Goodman Manufacturing
- Type: Private
- Industry: HVAC
- Founded: 1975; 51 years ago San Antonio, Texas, U.S.
- Founder: Harold V. Goodman
- Headquarters: Waller, Texas, U.S.
- Area served: United States, Canada
- Key people: Takeshi Ebisu (CEO)
- Brands: Amana GMC Goodman Janitrol
- Revenue: ▲$2.6 billion (2013)
- Number of employees: 5,000+
- Parent: Daikin
- Website: www.goodmanmfg.com

= Goodman Global =

HVAC equipment manufacturer

Goodman Manufacturing is an American company operating as an independent subsidiary of Daikin Group, the world's largest manufacturer of heating, ventilation and air conditioning products and systems.

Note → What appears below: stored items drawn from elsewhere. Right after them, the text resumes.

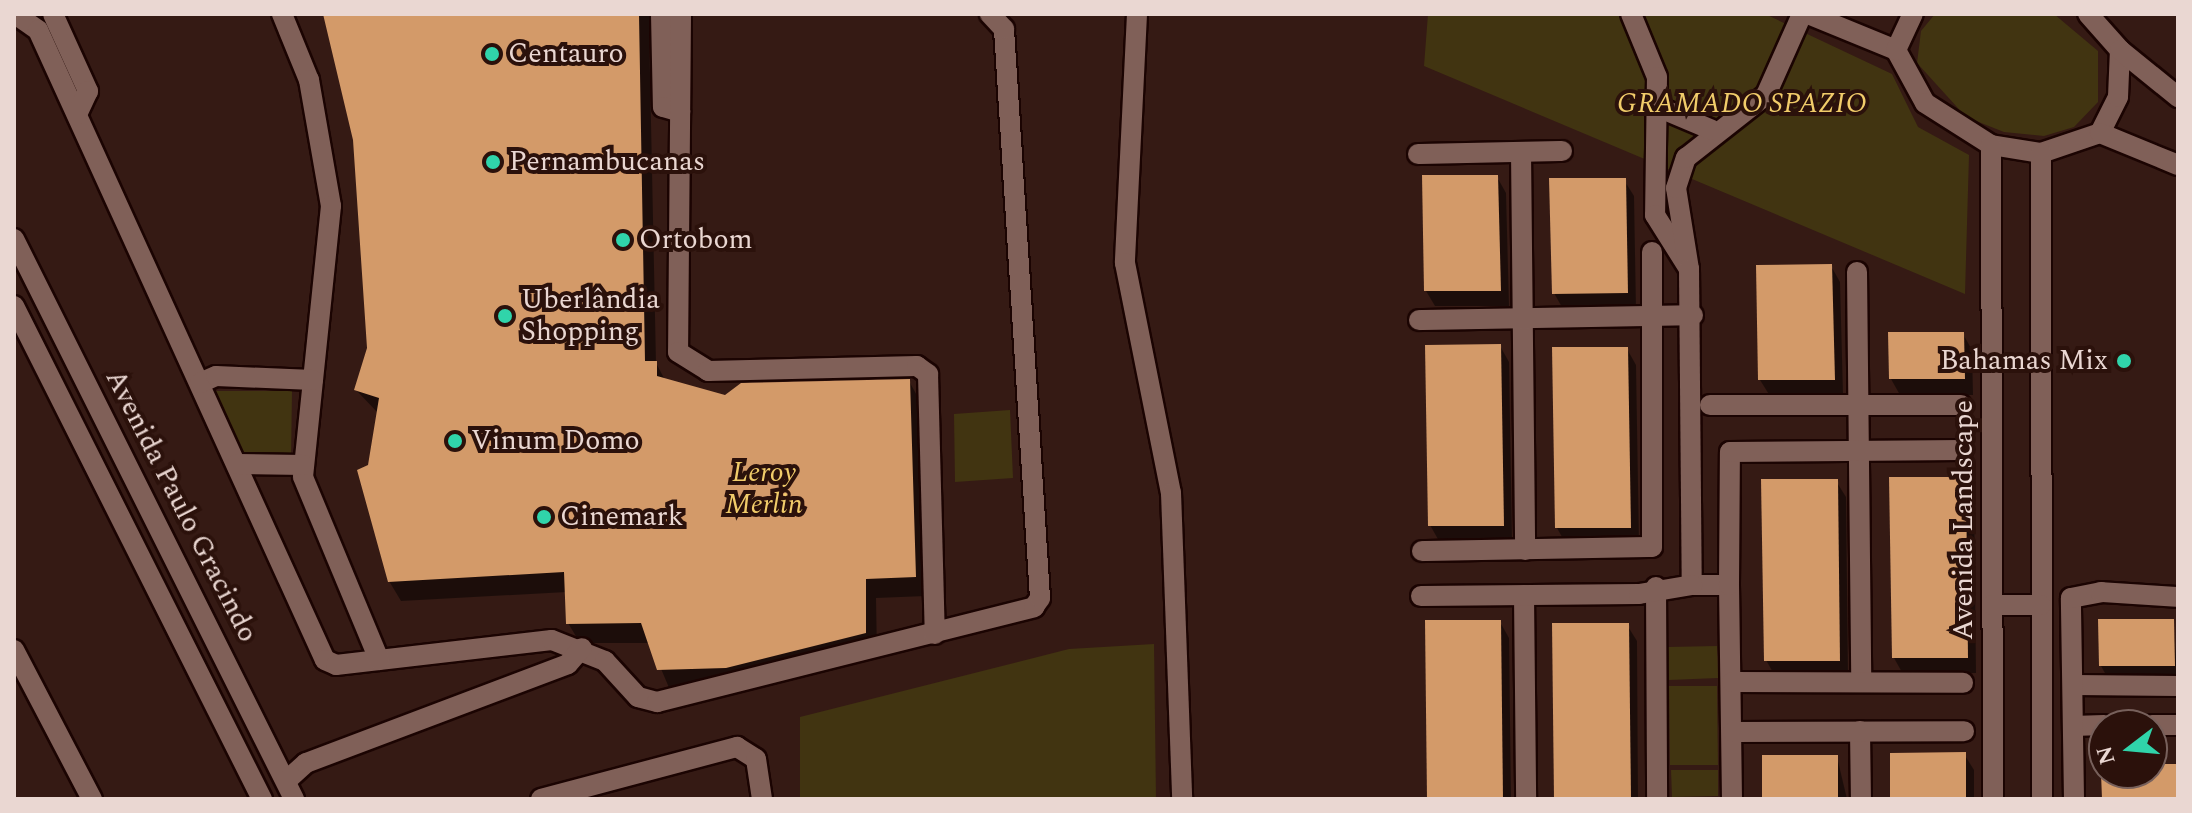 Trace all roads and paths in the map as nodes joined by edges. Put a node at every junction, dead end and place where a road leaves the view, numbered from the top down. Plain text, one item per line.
1 (15, 14) edge
2 (53, 14) edge
3 (282, 14) edge
4 (661, 14) edge
5 (681, 14) edge
6 (990, 14) edge
7 (1137, 14) edge
8 (1631, 14) edge
9 (1805, 14) edge
10 (1913, 14) edge
11 (2088, 14) edge
12 (1896, 50) junction
13 (2120, 50) junction
14 (2178, 97) edge
15 (1660, 108) junction
16 (680, 112) junction
17 (77, 115) junction
18 (1712, 130) junction
19 (2100, 133) junction
20 (1991, 145) junction
21 (1562, 151) dead end
22 (1521, 152) junction
23 (2041, 153) junction
24 (1418, 154) dead end
25 (2178, 165) edge
26 (16, 249) edge
27 (1652, 252) dead end
28 (1689, 269) junction
29 (1857, 272) dead end
30 (14, 306) edge
31 (1693, 315) junction
32 (1652, 317) junction
33 (1521, 318) junction
34 (1419, 320) dead end
35 (313, 380) junction
36 (200, 383) junction
37 (1710, 405) dead end
38 (1859, 405) junction
39 (1961, 405) dead end
40 (101, 408) junction
41 (69, 421) junction
42 (1860, 449) junction
43 (1962, 450) dead end
44 (237, 464) junction
45 (304, 465) junction
46 (1525, 550) junction
47 (1422, 551) dead end
48 (1692, 585) junction
49 (1729, 585) junction
50 (1656, 587) junction
51 (1524, 595) junction
52 (1421, 596) dead end
53 (2178, 597) edge
54 (1992, 605) junction
55 (2041, 605) junction
56 (935, 634) junction
57 (582, 648) junction
58 (14, 650) edge
59 (379, 660) junction
60 (1732, 682) junction
61 (1861, 682) junction
62 (1963, 683) dead end
63 (2074, 685) junction
64 (2178, 686) edge
65 (1860, 731) junction
66 (1964, 731) dead end
67 (2088, 731) edge
68 (1733, 732) junction
69 (2074, 736) junction
70 (2041, 745) junction
71 (290, 790) edge
72 (92, 799) edge
73 (262, 799) edge
74 (541, 799) edge
75 (762, 799) edge
76 (1182, 799) edge
77 (1526, 799) edge
78 (1657, 799) edge
79 (1732, 799) edge
80 (1861, 799) edge
81 (1993, 799) edge
82 (2042, 799) edge
83 (2074, 799) edge

1 - 17 street
2 - 17 street
3 - 35 street
4 - 16 street
5 - 16 street
6 - 56 street
7 - 76 street
8 - 15 street
9 - 12 street
9 - 18 street
10 - 12 street
11 - 13 street
12 - 20 street
13 - 14 street
13 - 19 street
15 - 18 street
15 - 28 street
16 - 56 street
17 - 36 street
18 - 28 street
19 - 23 street
19 - 25 street
20 - 23 street
20 - 54 street, Avenida Landscape
21 - 22 street
22 - 24 street
22 - 33 street
23 - 55 street
26 - 40 street, Avenida Paulo Gracindo
27 - 32 street
28 - 31 street
29 - 38 street
30 - 41 street, Avenida Paulo Gracindo
31 - 32 street
31 - 48 street
32 - 33 street
32 - 46 street
33 - 34 street
33 - 46 street
35 - 36 street
35 - 45 street
36 - 44 street
37 - 38 street
38 - 39 street
38 - 42 street
40 - 41 street
40 - 71 street, Avenida Paulo Gracindo
41 - 73 street, Avenida Paulo Gracindo
42 - 43 street
42 - 49 street
42 - 61 street
44 - 45 street
44 - 59 street
45 - 59 street
46 - 47 street
48 - 49 street
48 - 50 street
49 - 60 street
50 - 51 street
50 - 78 street
51 - 52 street
51 - 77 street
53 - 63 street
54 - 55 street
54 - 81 street, Avenida Landscape
55 - 70 street
56 - 57 street
57 - 59 street
57 - 71 street
58 - 72 street
60 - 61 street
60 - 68 street
61 - 62 street
63 - 64 street
63 - 69 street
65 - 66 street
65 - 68 street
65 - 80 street
67 - 69 street
68 - 79 street
69 - 70 street
69 - 83 street
70 - 82 street
74 - 75 street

Goodman is located in the $417 million Daikin Texas Technology Park.

==History==
In 1982, the company acquired Janitrol and entered the HVAC market, expanding its product offering in 1986 to include gas heating products.

Harold V. Goodman died in 1996 and was succeeded by Frank H. Murray who became chairman and CEO in April 1996.

In 1997, Murray initiated and spearheaded the Goodman acquisition of Raytheon Appliances, the predecessor of Amana Corporation, a manufacturer of appliances and HVAC units. Four years later, in 2001, Goodman separated its appliances business from its HVAC business and sold it to Maytag Corporation.

In 2004, Goodman was acquired by Apollo Management, a private equity firm, for approximately $1.43 billion. Just a year and a half later, in April 2006, Goodman completed an initial public offering, listing on the New York Stock Exchange.

In October 2007, Goodman agreed to be acquired by Hellman & Friedman, a San Francisco-based private equity firm, in a $1.8 billion transaction. In August 2012, Hellman & Friedman agreed to sell Goodman Global to Japan's Daikin Industries Ltd. for $3.7 billion.

In 2015, Daikin commenced construction of the state-of-the-art Daikin Texas Technology Park campus near Houston, Texas. This project, costing over $400 million, was the largest investment made in Daikin's 90-year history. In October 2016, operations at the new facility ramped up and the first Goodman air conditioner and gas furnace units came off the line.

In 2017, the construction of the huge facility concluded to consolidate Goodman's HVAC manufacturing, engineering, logistics, and customer support under one, very large 4.1 million square foot roof.

In 2017, Goodman acquired property technology (proptech) company Motili, to expand its HVAC market reach.

Daikin Industries acquired Goodman in August 2012. Effective April 1, 2022, the company was renamed Daikin Comfort Technologies North America, Inc.

In 2021, Goodman announced a recall involving plastic drain pans under the evaporator coils, as the pans could overheat, melt, and deform when installed on a condensing gas furnace in an upflow configuration. There were 23 incidents reported causing fire and smoke damage, however, no injuries were reported. The recall was later expanded in 2024 to include evaporator coil drain pans installed with competitor brand non-condensing furnaces in an upflow configuration.